((
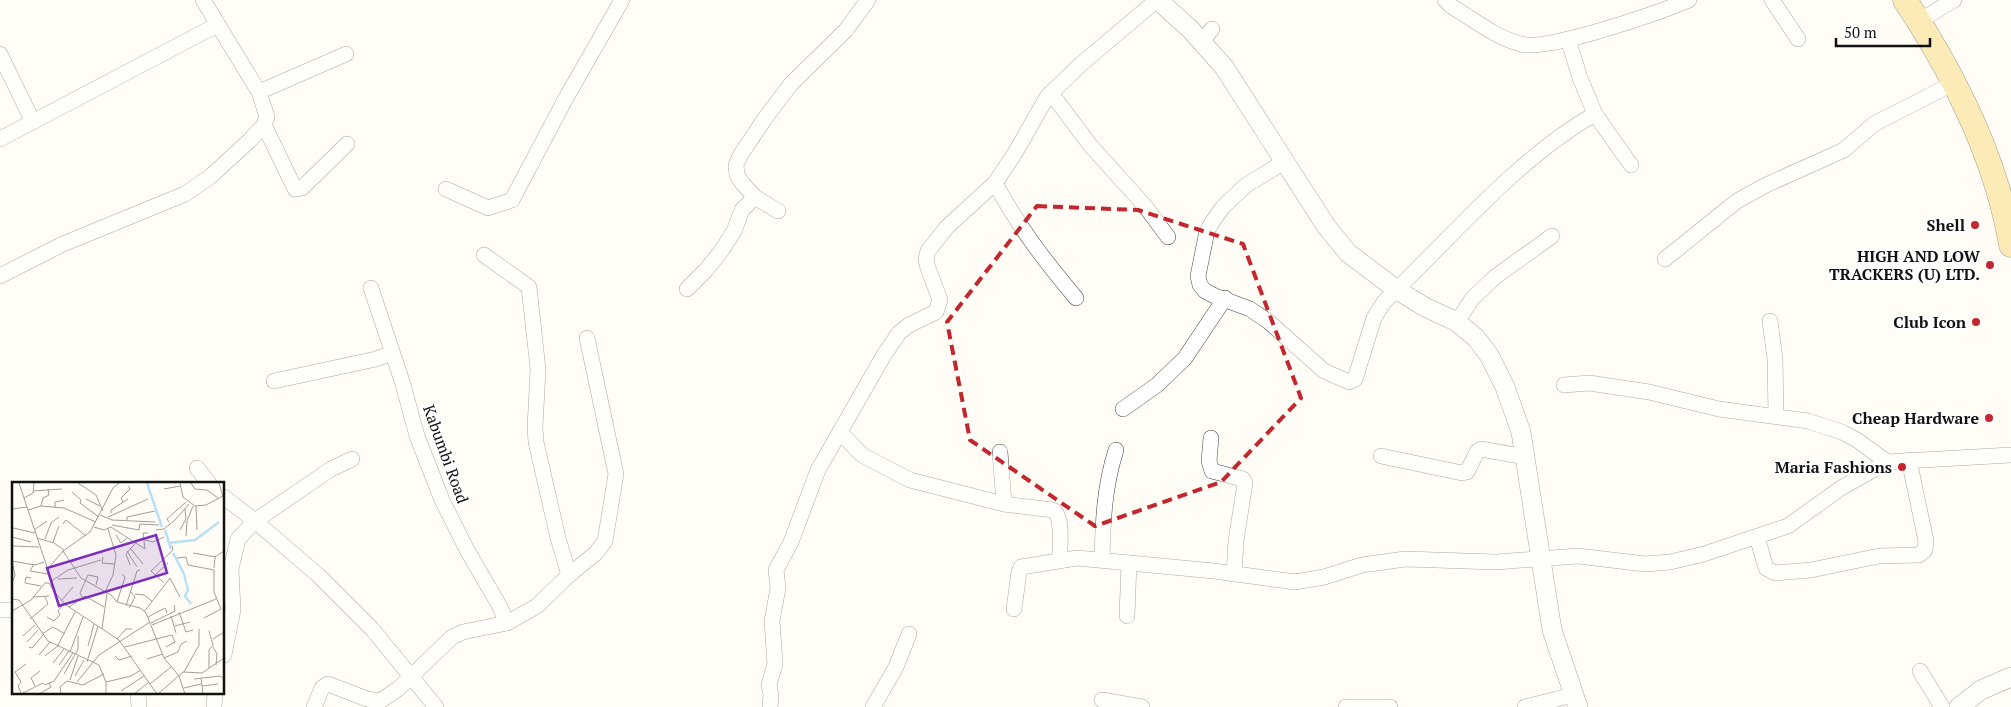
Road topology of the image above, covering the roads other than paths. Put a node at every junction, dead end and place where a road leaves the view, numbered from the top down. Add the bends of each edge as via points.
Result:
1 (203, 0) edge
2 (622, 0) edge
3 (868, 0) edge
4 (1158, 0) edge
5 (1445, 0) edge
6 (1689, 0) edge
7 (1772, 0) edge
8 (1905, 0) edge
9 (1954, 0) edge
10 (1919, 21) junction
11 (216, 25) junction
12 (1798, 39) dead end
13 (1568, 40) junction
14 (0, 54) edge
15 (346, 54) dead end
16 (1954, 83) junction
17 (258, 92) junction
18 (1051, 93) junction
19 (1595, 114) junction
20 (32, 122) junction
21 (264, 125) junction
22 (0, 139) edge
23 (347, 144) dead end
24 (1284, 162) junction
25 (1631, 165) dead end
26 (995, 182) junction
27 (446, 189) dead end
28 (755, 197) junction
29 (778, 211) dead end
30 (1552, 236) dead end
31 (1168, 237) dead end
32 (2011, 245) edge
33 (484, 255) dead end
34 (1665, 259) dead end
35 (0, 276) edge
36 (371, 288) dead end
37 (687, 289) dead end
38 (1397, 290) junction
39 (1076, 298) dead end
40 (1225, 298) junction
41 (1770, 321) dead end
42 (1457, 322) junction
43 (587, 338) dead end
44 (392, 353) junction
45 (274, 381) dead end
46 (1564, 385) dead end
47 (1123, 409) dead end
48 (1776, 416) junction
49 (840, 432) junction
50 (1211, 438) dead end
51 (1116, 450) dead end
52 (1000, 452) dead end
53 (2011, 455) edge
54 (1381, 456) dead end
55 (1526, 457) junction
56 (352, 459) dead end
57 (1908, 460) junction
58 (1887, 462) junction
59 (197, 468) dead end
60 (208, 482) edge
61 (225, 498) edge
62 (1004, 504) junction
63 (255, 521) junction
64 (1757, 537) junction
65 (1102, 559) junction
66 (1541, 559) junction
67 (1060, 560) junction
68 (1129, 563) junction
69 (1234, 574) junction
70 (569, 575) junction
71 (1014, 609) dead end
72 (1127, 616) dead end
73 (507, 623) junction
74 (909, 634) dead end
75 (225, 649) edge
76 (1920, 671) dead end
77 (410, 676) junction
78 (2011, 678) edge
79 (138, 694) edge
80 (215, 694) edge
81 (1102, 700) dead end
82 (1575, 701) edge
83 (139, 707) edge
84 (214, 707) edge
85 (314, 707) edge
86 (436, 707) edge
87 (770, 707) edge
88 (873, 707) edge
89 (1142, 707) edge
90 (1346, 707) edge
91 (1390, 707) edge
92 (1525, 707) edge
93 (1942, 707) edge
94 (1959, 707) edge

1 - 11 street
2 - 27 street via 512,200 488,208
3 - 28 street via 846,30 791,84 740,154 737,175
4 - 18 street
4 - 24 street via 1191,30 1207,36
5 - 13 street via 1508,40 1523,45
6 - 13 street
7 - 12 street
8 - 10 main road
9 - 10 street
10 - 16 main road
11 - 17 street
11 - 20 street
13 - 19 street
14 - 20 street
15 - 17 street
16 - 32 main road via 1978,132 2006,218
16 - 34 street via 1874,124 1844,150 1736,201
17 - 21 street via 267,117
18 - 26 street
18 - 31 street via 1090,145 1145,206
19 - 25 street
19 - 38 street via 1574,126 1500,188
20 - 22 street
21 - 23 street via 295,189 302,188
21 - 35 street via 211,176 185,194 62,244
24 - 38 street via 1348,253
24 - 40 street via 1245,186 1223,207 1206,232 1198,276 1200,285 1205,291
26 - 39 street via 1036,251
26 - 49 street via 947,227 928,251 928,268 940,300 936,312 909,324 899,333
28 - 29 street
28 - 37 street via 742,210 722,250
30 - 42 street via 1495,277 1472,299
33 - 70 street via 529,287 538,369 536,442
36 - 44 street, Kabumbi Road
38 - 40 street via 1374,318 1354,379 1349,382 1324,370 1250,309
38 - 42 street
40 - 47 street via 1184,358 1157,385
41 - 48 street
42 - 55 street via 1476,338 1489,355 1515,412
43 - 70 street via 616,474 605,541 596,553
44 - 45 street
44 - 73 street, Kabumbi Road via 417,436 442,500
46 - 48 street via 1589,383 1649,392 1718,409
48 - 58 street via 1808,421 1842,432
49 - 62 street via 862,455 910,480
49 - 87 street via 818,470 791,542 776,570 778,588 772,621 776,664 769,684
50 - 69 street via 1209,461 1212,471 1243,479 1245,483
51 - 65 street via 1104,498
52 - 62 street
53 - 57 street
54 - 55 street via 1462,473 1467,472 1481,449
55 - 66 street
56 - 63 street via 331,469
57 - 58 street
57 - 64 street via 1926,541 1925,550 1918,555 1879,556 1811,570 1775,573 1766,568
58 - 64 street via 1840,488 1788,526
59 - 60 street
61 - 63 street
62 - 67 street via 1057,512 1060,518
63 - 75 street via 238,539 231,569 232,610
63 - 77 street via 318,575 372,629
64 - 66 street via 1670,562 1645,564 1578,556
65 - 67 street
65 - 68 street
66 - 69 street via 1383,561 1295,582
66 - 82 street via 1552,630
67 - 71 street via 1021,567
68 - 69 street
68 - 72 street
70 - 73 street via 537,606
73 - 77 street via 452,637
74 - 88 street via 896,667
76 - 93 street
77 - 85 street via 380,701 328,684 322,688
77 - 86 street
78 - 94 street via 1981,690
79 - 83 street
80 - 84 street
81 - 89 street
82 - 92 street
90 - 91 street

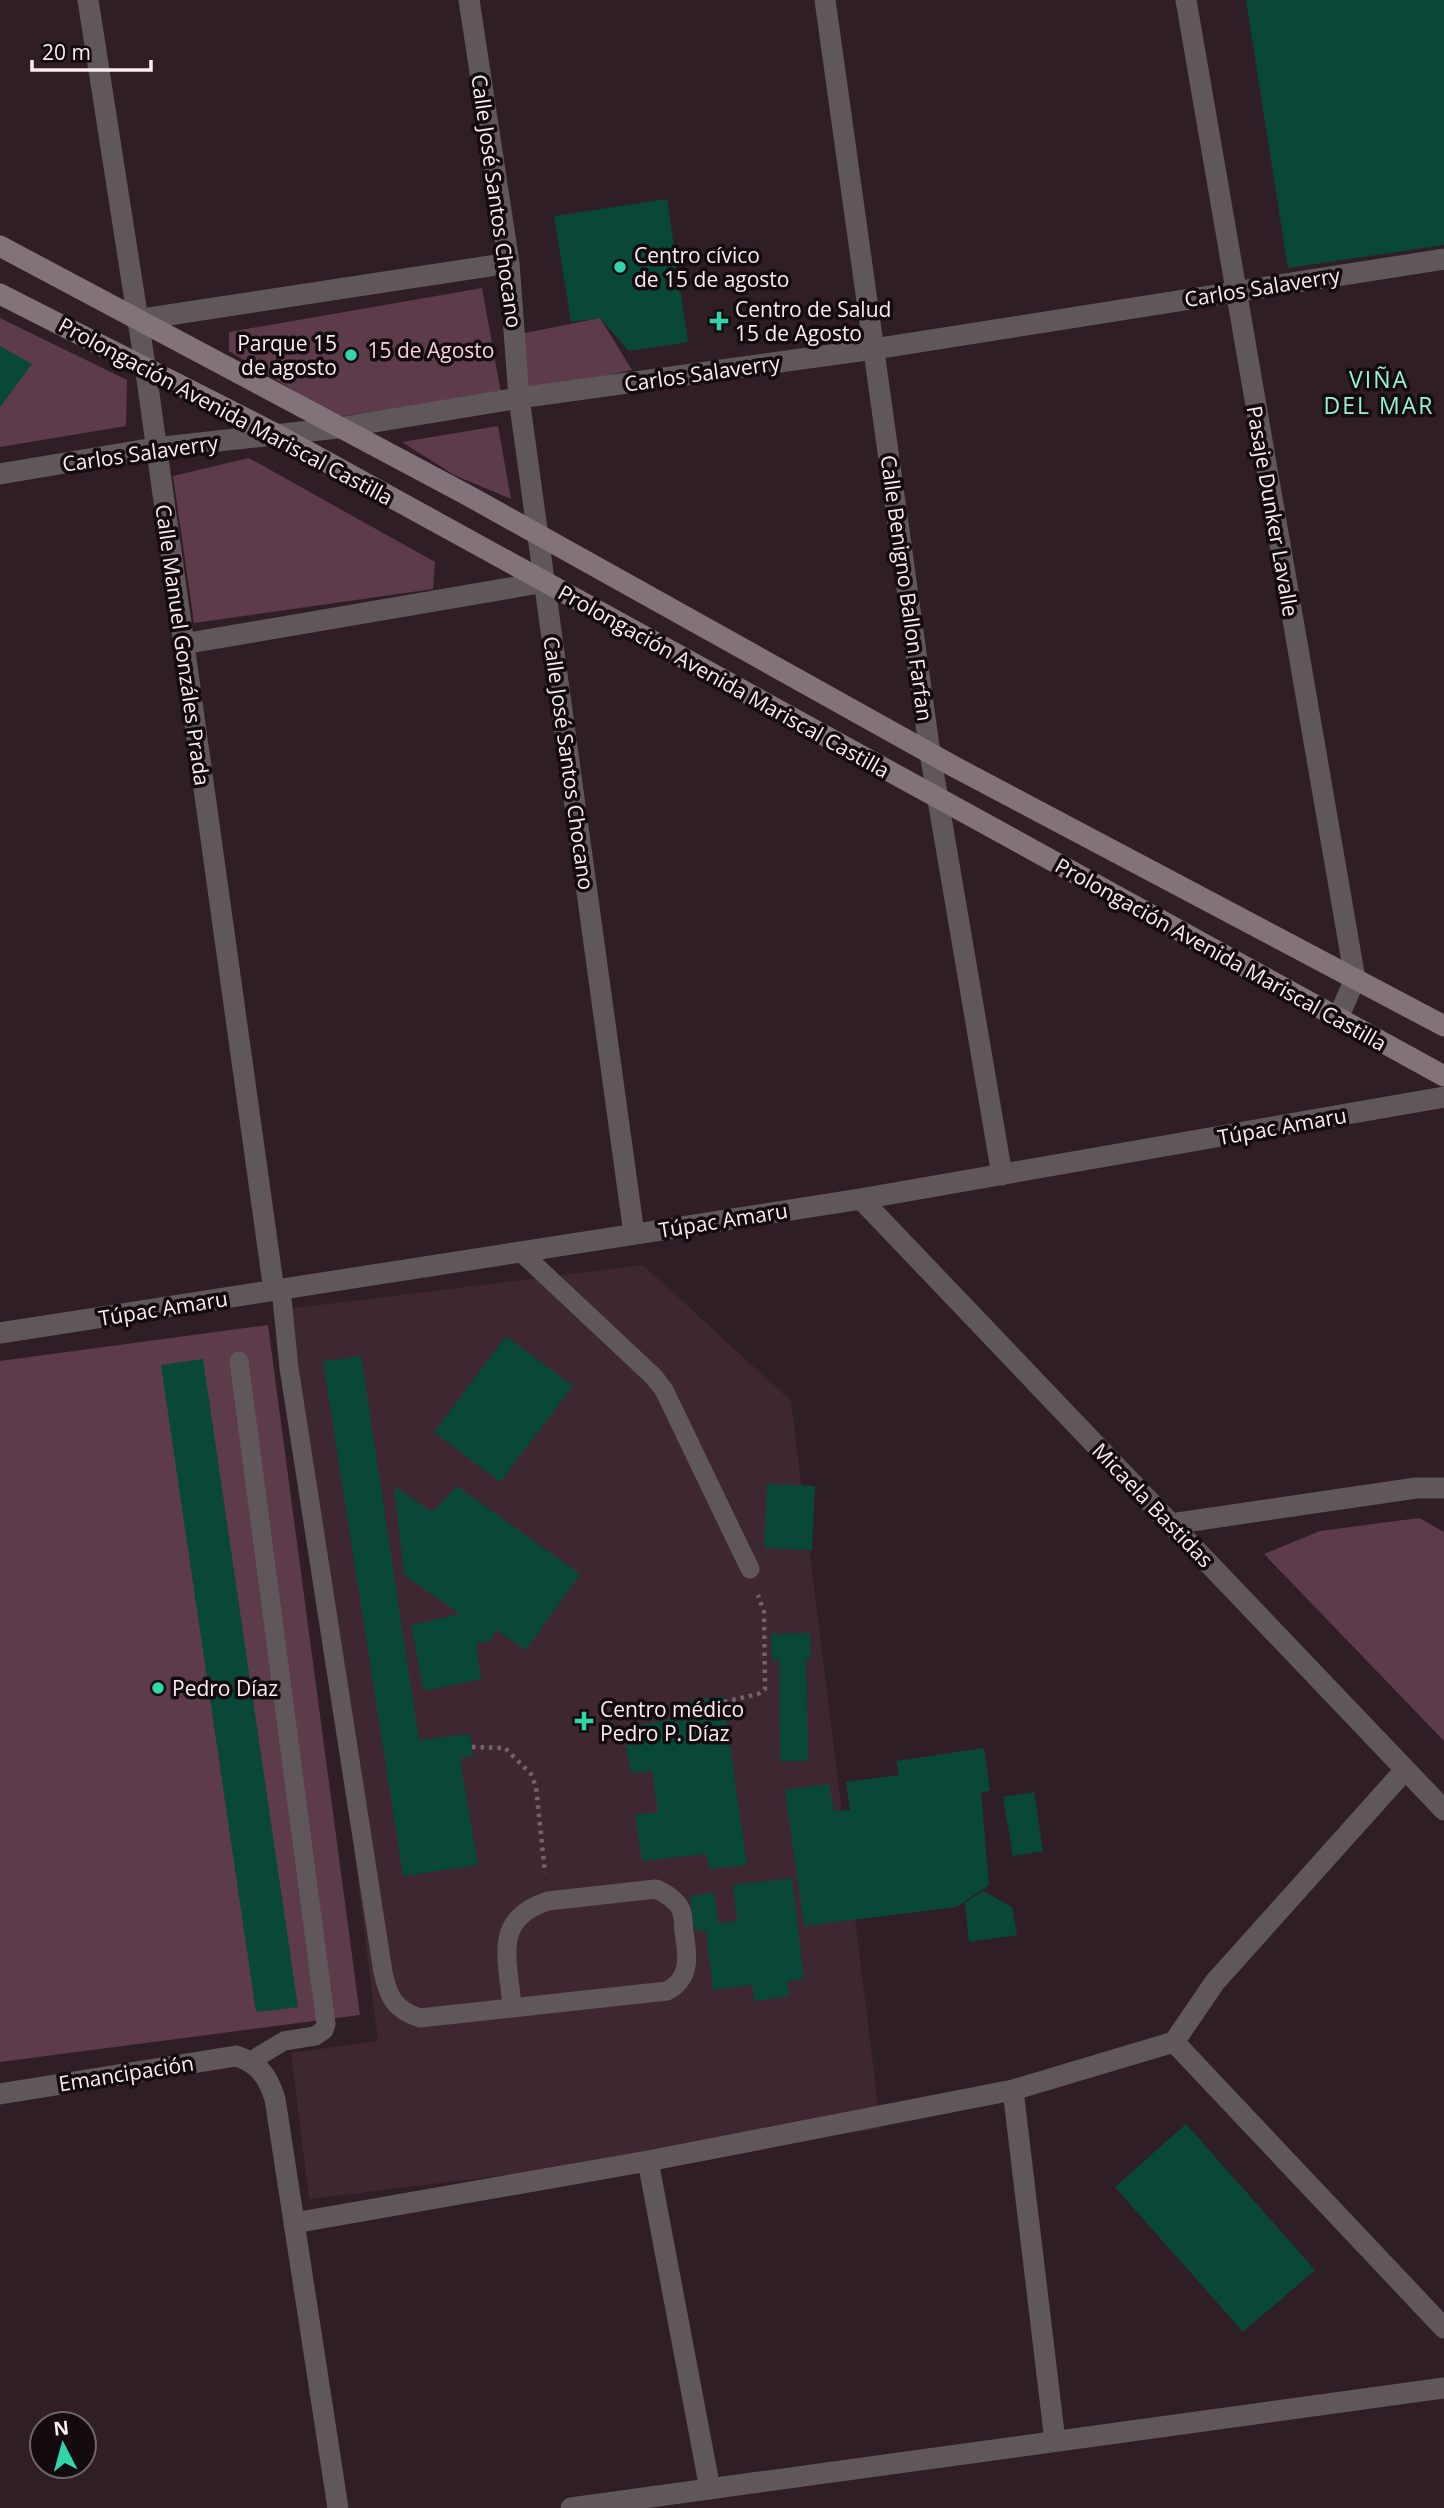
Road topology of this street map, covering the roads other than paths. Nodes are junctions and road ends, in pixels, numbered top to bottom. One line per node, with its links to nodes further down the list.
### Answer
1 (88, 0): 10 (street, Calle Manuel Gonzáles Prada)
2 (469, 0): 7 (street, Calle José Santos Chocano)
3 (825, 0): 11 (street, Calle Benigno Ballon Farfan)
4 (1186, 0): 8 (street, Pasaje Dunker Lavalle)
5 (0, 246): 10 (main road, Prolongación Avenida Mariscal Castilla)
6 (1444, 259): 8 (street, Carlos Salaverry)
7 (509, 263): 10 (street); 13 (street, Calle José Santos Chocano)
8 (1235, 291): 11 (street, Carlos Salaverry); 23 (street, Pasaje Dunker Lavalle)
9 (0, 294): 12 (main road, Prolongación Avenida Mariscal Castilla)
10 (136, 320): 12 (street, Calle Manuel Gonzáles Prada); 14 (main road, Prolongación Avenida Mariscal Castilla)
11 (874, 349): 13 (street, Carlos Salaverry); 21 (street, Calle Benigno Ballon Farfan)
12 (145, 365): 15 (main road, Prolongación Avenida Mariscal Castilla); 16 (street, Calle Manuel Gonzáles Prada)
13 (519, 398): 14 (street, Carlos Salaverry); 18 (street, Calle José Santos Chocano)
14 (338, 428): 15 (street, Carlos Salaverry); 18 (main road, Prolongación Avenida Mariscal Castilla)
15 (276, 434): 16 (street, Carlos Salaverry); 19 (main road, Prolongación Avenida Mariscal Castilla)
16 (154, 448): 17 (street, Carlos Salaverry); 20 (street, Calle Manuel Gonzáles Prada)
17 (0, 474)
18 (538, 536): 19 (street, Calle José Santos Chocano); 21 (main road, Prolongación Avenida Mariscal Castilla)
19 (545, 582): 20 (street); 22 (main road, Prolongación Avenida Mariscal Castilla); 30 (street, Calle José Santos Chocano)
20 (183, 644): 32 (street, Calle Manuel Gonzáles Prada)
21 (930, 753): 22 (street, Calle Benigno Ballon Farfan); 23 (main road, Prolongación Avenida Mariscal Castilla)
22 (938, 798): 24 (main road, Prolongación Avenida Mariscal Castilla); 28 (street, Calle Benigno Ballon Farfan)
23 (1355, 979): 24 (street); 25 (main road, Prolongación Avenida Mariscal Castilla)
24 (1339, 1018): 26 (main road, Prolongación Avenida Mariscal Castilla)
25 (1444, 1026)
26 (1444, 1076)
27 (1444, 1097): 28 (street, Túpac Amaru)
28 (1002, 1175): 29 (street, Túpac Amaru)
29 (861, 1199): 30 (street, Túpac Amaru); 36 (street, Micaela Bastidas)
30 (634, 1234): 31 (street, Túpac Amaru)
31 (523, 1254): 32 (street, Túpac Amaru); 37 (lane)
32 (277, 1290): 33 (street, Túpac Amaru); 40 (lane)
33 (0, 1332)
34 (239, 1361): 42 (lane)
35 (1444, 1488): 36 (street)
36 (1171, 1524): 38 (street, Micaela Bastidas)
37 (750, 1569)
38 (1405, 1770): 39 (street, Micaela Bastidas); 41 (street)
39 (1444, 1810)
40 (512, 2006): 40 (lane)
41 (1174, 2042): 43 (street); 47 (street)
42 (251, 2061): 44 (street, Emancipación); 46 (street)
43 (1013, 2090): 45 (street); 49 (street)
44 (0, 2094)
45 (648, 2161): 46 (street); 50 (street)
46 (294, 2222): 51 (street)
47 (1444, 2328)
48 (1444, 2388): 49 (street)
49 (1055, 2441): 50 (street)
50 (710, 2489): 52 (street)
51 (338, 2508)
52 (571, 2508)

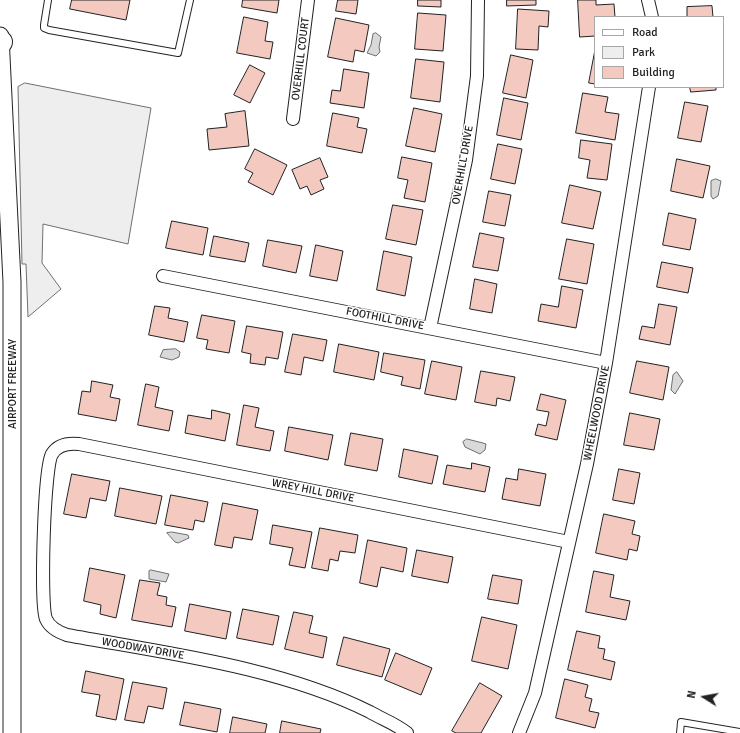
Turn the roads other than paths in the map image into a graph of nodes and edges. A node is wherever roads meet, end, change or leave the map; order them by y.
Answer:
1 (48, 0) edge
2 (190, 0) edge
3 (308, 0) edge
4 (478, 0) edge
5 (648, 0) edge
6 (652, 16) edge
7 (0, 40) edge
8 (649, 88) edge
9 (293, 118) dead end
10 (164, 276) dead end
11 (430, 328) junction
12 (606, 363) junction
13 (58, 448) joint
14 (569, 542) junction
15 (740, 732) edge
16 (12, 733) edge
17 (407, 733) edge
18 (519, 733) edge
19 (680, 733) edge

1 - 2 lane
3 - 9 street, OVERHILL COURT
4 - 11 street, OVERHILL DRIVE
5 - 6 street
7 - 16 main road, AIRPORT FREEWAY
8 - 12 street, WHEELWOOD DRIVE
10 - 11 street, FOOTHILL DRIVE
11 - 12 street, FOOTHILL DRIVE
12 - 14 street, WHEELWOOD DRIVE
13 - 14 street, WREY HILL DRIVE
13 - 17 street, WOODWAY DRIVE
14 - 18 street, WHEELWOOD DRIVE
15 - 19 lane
))
**WHAT TO WORK ON**
Look over the data above and show each line that contains "Prada".

**RESULT BELOW**
1 (88, 0): 10 (street, Calle Manuel Gonzáles Prada)
10 (136, 320): 12 (street, Calle Manuel Gonzáles Prada); 14 (main road, Prolongación Avenida Mariscal Castilla)
12 (145, 365): 15 (main road, Prolongación Avenida Mariscal Castilla); 16 (street, Calle Manuel Gonzáles Prada)
16 (154, 448): 17 (street, Carlos Salaverry); 20 (street, Calle Manuel Gonzáles Prada)
20 (183, 644): 32 (street, Calle Manuel Gonzáles Prada)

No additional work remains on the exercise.